____ Input data

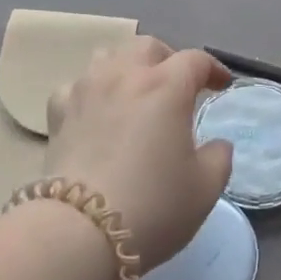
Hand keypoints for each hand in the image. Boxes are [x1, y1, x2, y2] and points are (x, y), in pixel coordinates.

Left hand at [44, 36, 234, 271]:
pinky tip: (95, 112)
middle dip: (168, 59)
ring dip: (127, 67)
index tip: (222, 86)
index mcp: (166, 86)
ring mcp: (87, 89)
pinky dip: (90, 92)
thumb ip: (219, 158)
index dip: (213, 69)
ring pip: (108, 56)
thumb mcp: (205, 188)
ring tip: (135, 92)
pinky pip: (76, 86)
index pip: (195, 60)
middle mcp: (125, 75)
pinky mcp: (58, 112)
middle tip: (178, 85)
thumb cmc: (153, 206)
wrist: (80, 232)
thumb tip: (217, 145)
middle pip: (148, 47)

________

Exercise directions: Search the listing above for "thumb" and copy every line that holds it.

Response to this exercise:
thumb ip: (219, 158)
thumb mcp: (205, 188)
thumb cmc: (153, 206)
thumb tip: (217, 145)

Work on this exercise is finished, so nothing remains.